Targeted job advertising

Many online job boards allow employers to market jobs to Indigenous job seekers. You can use these boards as a tool to identify potential employers for your clients, and you can also recommend them to organizations looking to connect with Indigenous talent. Examples include:

Hiring

Simple changes to hiring practices can help make opportunities more fair for Indigenous applicants. You might advocate for your clients by encouraging employers to:

  • Review their job ads and remove non-essential requirements. Listing too many criteria may discourage good candidates from applying.
  • Recognize that people can gain skills in different ways. Candidates may have the skills they need for the job even if they do not have years of experience or a specific level of education.
  • Think about how cultural differences may affect interviews. Some Indigenous people may not want to speak to their accomplishments because boasting is against their values. They may prefer to focus on what they’ve achieved as part of a group rather than individually.

Youth programming

If you are a counsellor who works with Indigenous youth, you might also encourage employers in your network to create opportunities tailored to them. Strategies that can help pave the way to successful placements for young people include:

  • Offering student internships or co-op positions
  • Offering youth mentorship opportunities
  • Sponsoring school or company site visits. For youth who live on reserves, the transition to city life may be intimidating. Such visits can help them become familiar with the urban setting.

Retention

“We feel that assisting our clients to get employed is half the battle—maintaining employment is key in ensuring our clientele are provided with the opportunity to provide for themselves as well as their families. This creates a ripple effect of positive energy within a community.”

—TEAMS Employment Liaison Worker

A sense of competence and belonging are good indicators of an employee’s satisfaction on the job. If you sense that your client is concerned about the job’s requirements, suggest that the employer access training support through the Canada-Alberta Job Grant or Alberta Jobs Now program.

An inclusive environment will also encourage employee retention. Though many employers think their companies are free of bias, Indigenous employees who leave a job often do so because of negative stereotypes and a lack of cultural sensitivity.

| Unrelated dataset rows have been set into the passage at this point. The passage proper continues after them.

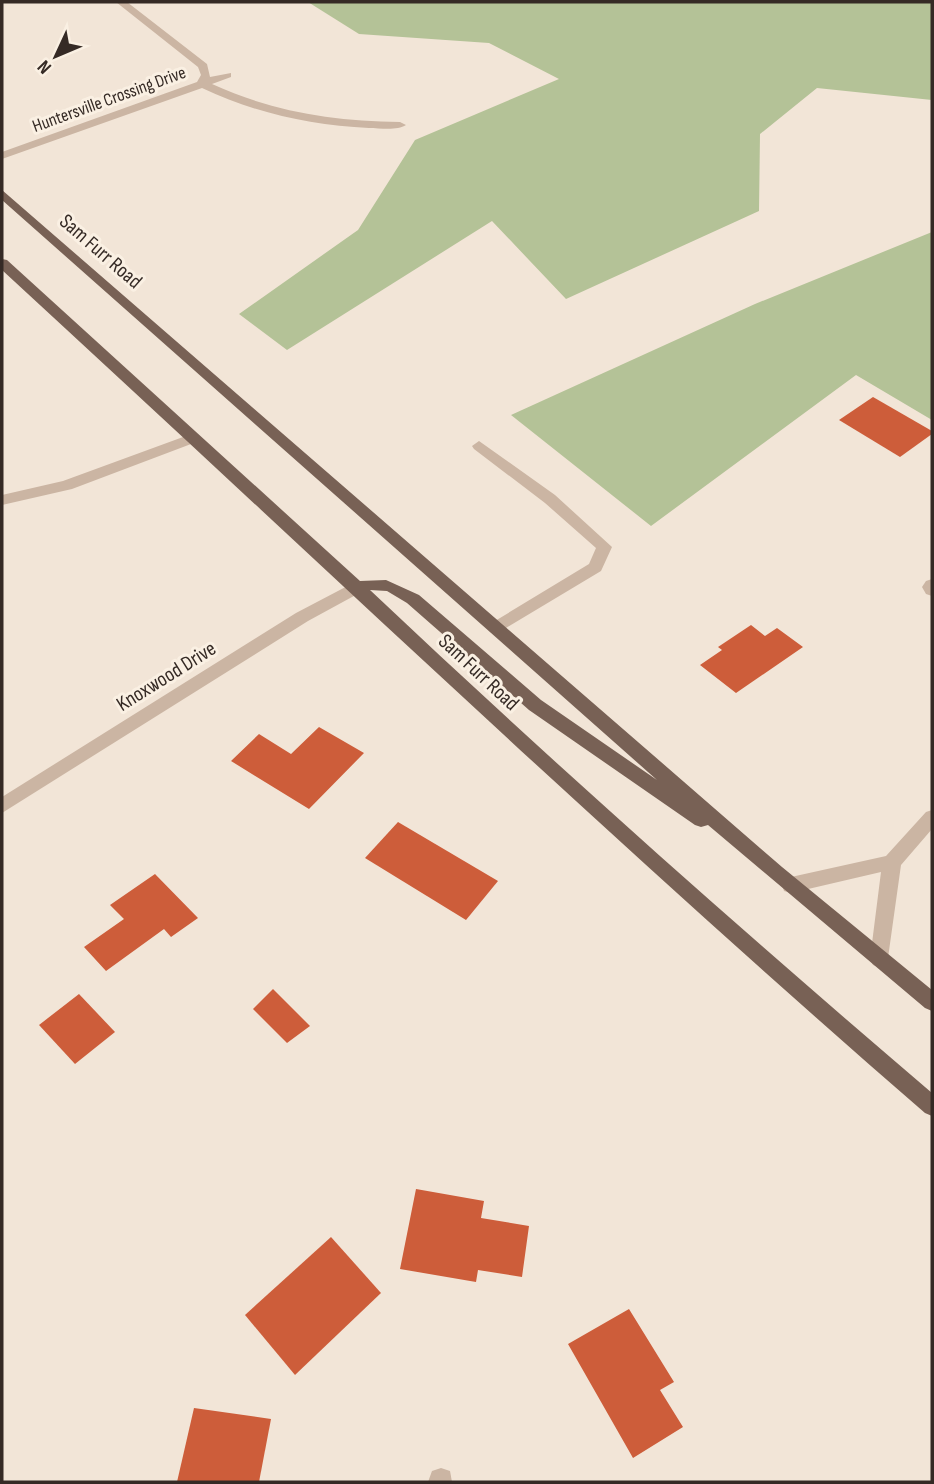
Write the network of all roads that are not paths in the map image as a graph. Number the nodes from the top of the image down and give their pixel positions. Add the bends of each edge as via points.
1 (121, 2) edge
2 (227, 75) dead end
3 (202, 84) junction
4 (400, 125) dead end
5 (2, 156) edge
6 (2, 194) edge
7 (2, 263) edge
8 (194, 438) junction
9 (479, 446) dead end
10 (2, 500) edge
11 (357, 587) junction
12 (496, 628) junction
13 (2, 806) edge
14 (932, 817) edge
15 (892, 862) junction
16 (775, 873) junction
17 (791, 885) junction
18 (880, 959) junction
19 (932, 1002) edge
20 (932, 1106) edge

1 - 3 street via 203,66
2 - 3 street, Huntersville Crossing Drive
3 - 4 street via 231,99 293,118 345,125
3 - 5 street, Huntersville Crossing Drive
6 - 12 main road, Sam Furr Road
7 - 8 main road, Sam Furr Road
8 - 10 street via 67,485
8 - 11 main road, Sam Furr Road
9 - 12 street via 604,547 595,567
11 - 13 street, Knoxwood Drive
11 - 16 main road via 378,582 413,599 536,705
11 - 20 main road, Sam Furr Road via 508,731
12 - 16 main road, Sam Furr Road
14 - 15 street
15 - 17 street
15 - 18 street
16 - 17 main road, Sam Furr Road
17 - 18 main road, Sam Furr Road
18 - 19 main road, Sam Furr Road

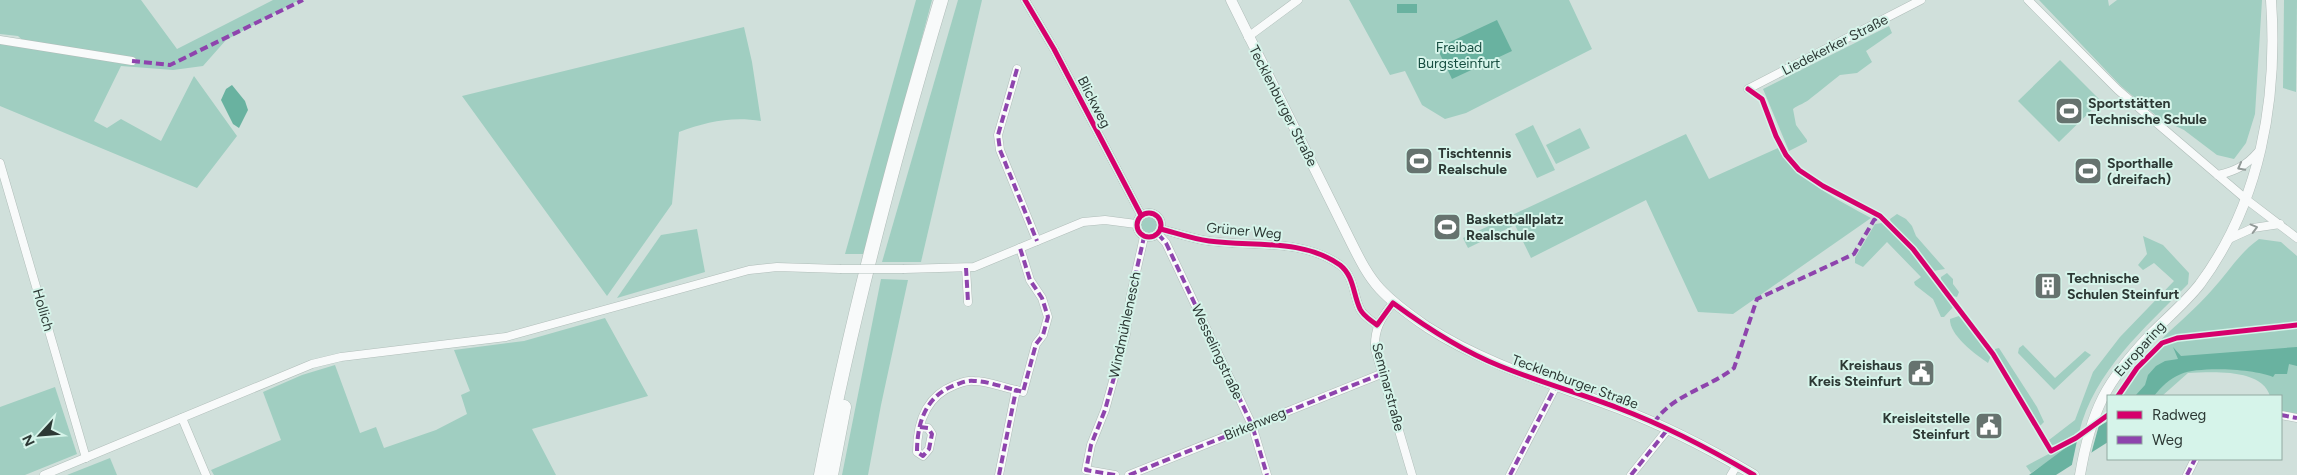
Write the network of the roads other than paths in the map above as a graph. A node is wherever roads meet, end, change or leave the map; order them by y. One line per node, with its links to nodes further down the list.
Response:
1 (941, 0): 45 (highway)
2 (949, 0): 46 (highway)
3 (1025, 0): 18 (street, Blickweg)
4 (1231, 0): 9 (main road, Tecklenburger Straße)
5 (1298, 0): 9 (street)
6 (1922, 0): 13 (street, Liedekerker Straße)
7 (2028, 0): 16 (street)
8 (2271, 0): 14 (main road, Europaring)
9 (1248, 37): 29 (main road, Tecklenburger Straße)
10 (0, 40): 11 (street)
11 (132, 60)
12 (1017, 69): 25 (street)
13 (1748, 89)
14 (2259, 151): 16 (street, one-way to 16); 17 (main road, Europaring)
15 (0, 163): 40 (street, Hollich)
16 (2218, 175): 17 (street)
17 (2247, 200): 20 (street); 23 (main road, Europaring)
18 (1141, 215): 19 (street); 21 (street)
19 (1136, 224): 22 (street); 25 (street)
20 (2280, 224): 23 (street, one-way to 20); 24 (street)
21 (1159, 232): 22 (street, Grüner Weg); 30 (street, Grüner Weg); 37 (street, Wesselingstraße)
22 (1144, 237): 48 (street, Windmühlenesch)
23 (2231, 238): 56 (main road, Europaring)
24 (2297, 238)
25 (1037, 241): 26 (street)
26 (1020, 248): 27 (street); 33 (street)
27 (966, 268): 28 (street); 35 (street, bridge)
28 (968, 302)
29 (1394, 302): 30 (street, Seminarstraße); 32 (main road, Tecklenburger Straße)
30 (1377, 325): 31 (street, Seminarstraße)
31 (1381, 374): 37 (street, Birkenweg); 51 (street, Seminarstraße)
32 (1556, 386): 39 (main road, Tecklenburger Straße); 52 (street)
33 (1016, 390): 38 (street); 47 (street)
34 (2282, 415): 36 (street)
35 (182, 418): 40 (street); 44 (street)
36 (2297, 418)
37 (1252, 426): 49 (street, Birkenweg); 50 (street, Wesselingstraße)
38 (920, 427)
39 (1668, 429): 42 (main road, Tecklenburger Straße); 53 (street)
40 (86, 458): 43 (street)
41 (2194, 460): 57 (street)
42 (1737, 465): 54 (street); 55 (main road, Tecklenburger Straße)
43 (44, 475)
44 (206, 475)
45 (820, 475)
46 (831, 475)
47 (999, 475)
48 (1115, 475)
49 (1129, 475)
50 (1267, 475)
51 (1412, 475)
52 (1510, 475)
53 (1631, 475)
54 (1731, 475)
55 (1754, 475)
56 (2080, 475)
57 (2187, 475)

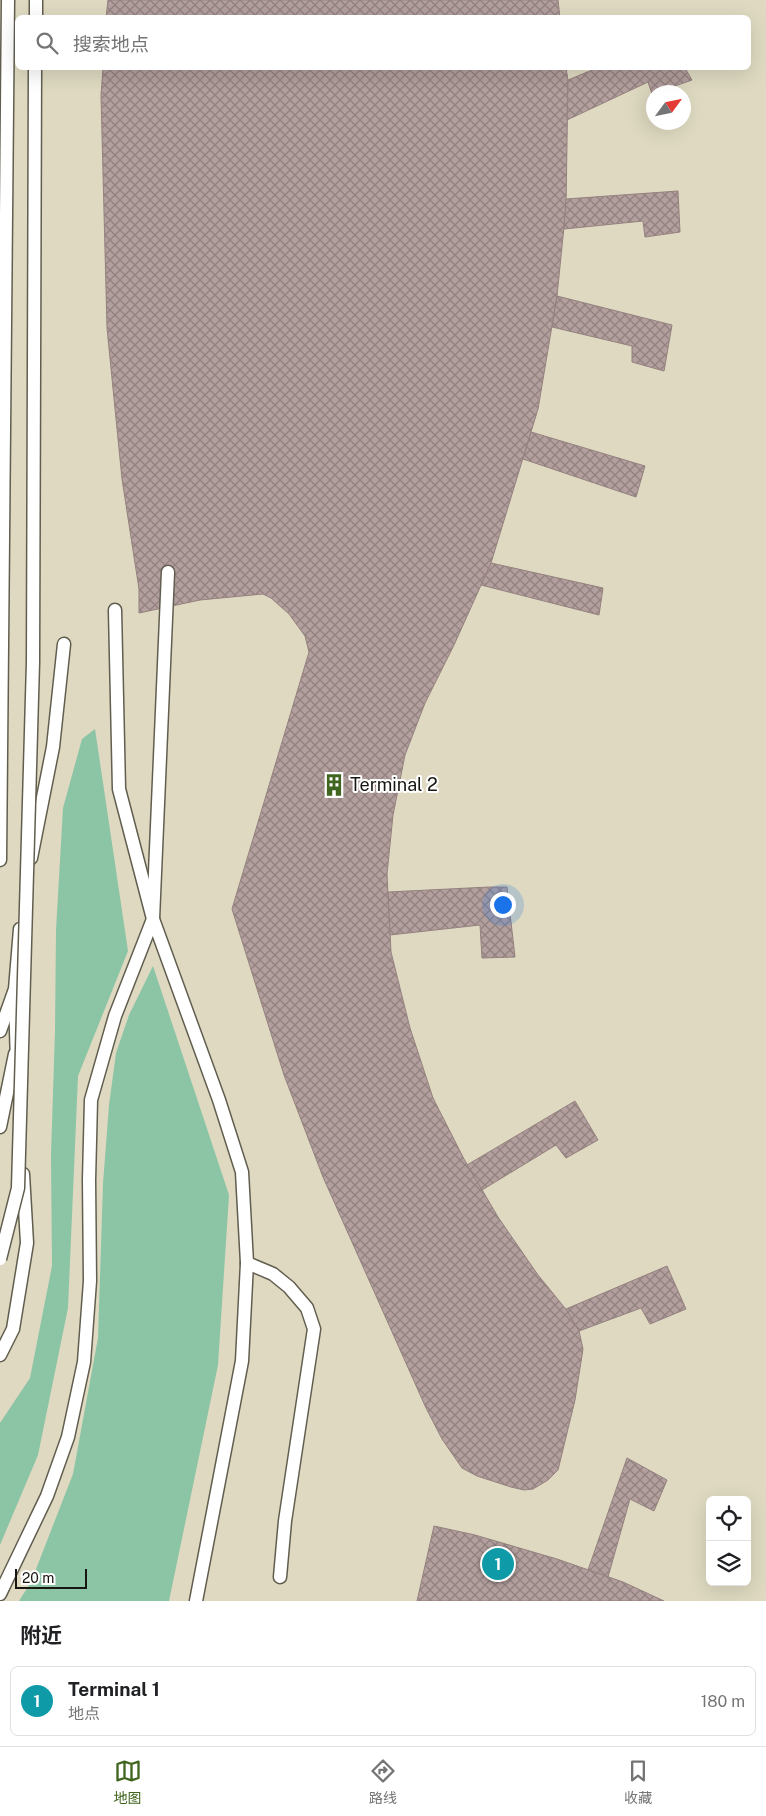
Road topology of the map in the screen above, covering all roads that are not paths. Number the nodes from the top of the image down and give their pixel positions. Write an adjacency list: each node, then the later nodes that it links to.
1 (8, 0): 8 (lane)
2 (36, 0): 3 (lane)
3 (36, 15)
4 (35, 70): 14 (lane, bridge)
5 (168, 572): 9 (lane)
6 (115, 610): 9 (lane)
7 (64, 644): 10 (lane)
8 (0, 860)
9 (153, 919): 15 (lane); 18 (lane)
10 (15, 989): 11 (lane); 12 (lane)
11 (0, 1031)
12 (16, 1048): 13 (lane); 16 (lane)
13 (0, 1127)
14 (0, 1259)
15 (248, 1263): 17 (lane); 19 (lane)
16 (0, 1355)
17 (280, 1577)
18 (0, 1594)
19 (196, 1601)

For employers looking for ways to create a more inclusive workplace, you can recommend the following best practices:

  • Recognize that Indigenous cultures are not all alike. Most prefer a distinctions-based rather than a pan-Indigenous approach. If employers are looking to hire workers from a particular community, research the culture specific to that community.
  • Provide Indigenous awareness training to other workers, particularly managers. This might include company-wide sensitivity training or information sessions with community Elders and Knowledge Keepers. Indigenous Works offers inclusion training for HR and leadership.
  • Be sensitive to the barriers that many Indigenous people face, including racism, the traumatic legacy of residential schools, low self-esteem, poverty, remote communities, and inadequate housing.
  • Provide flexible work policies to accommodate practical limitations such as access to transportation, childcare, and technology. Extend this flexibility to cultural activities and traditions.
  • Be aware of the risk of isolation. Make a consistent, ongoing commitment to hire Indigenous people so workers can connect to Indigenous peers and role models in the organization.
  • Offer mentorship and job coaching programs to help integrate workers into the workplace. These might involve Elders or Knowledge Keepers and programs that support cultural and traditional activities.
  • Provide clear, transparent paths for advancement in the organization, including the necessary skills and training.